Microsoft helped defeat encryption for NSA on Outlook, SkyDrive, Skype
posted at 8:01 am on July 12, 2013 by Ed Morrissey
I’d call this another reason to go Mac, except that Apple also cooperated with NSA in accessing customer activities. Second look at Linux?
Microsoft has collaborated closely with US intelligence services to allow users’ communications to be intercepted, including helping the National Security Agency to circumvent the company’s own encryption, according to top-secret documents obtained by the Guardian.

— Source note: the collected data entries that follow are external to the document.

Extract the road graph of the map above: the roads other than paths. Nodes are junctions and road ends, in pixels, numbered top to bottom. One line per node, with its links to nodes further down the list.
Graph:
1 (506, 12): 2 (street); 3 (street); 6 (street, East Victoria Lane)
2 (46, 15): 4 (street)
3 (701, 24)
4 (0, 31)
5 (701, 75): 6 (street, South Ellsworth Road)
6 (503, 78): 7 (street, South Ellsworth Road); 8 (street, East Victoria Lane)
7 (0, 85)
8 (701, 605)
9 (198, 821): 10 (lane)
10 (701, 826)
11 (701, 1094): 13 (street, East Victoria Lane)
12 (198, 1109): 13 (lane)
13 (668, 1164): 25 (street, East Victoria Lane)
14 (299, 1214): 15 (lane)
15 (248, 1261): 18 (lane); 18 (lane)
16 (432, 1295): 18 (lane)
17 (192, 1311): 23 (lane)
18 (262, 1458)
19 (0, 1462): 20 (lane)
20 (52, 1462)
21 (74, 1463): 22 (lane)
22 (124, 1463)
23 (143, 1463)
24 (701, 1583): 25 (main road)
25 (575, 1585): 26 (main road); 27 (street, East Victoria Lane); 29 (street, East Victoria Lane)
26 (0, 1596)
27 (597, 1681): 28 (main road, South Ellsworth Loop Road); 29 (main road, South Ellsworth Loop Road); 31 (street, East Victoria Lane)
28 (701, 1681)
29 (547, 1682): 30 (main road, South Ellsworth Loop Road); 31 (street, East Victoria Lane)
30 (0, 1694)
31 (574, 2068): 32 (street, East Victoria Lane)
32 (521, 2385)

The files provided by Edward Snowden illustrate the scale of co-operation between Silicon Valley and the intelligence agencies over the last three years. They also shed new light on the workings of the top-secret Prism program, which was disclosed by the Guardian and the Washington Post last month.
The documents show that:
• Microsoft helped the NSA to circumvent its encryption to address concerns that the agency would be unable to intercept web chats on the new Outlook.com portal;
• The agency already had pre-encryption stage access to email on Outlook.com, including Hotmail;
• The company worked with the FBI this year to allow the NSA easier access via Prism to its cloud storage service SkyDrive, which now has more than 250 million users worldwide;
• Microsoft also worked with the FBI’s Data Intercept Unit to “understand” potential issues with a feature in Outlook.com that allows users to create email aliases;
• In July last year, nine months after Microsoft bought Skype, the NSA boasted that a new capability had tripled the amount of Skype video calls being collected through Prism;
• Material collected through Prism is routinely shared with the FBI and CIA, with one NSA document describing the program as a “team sport”.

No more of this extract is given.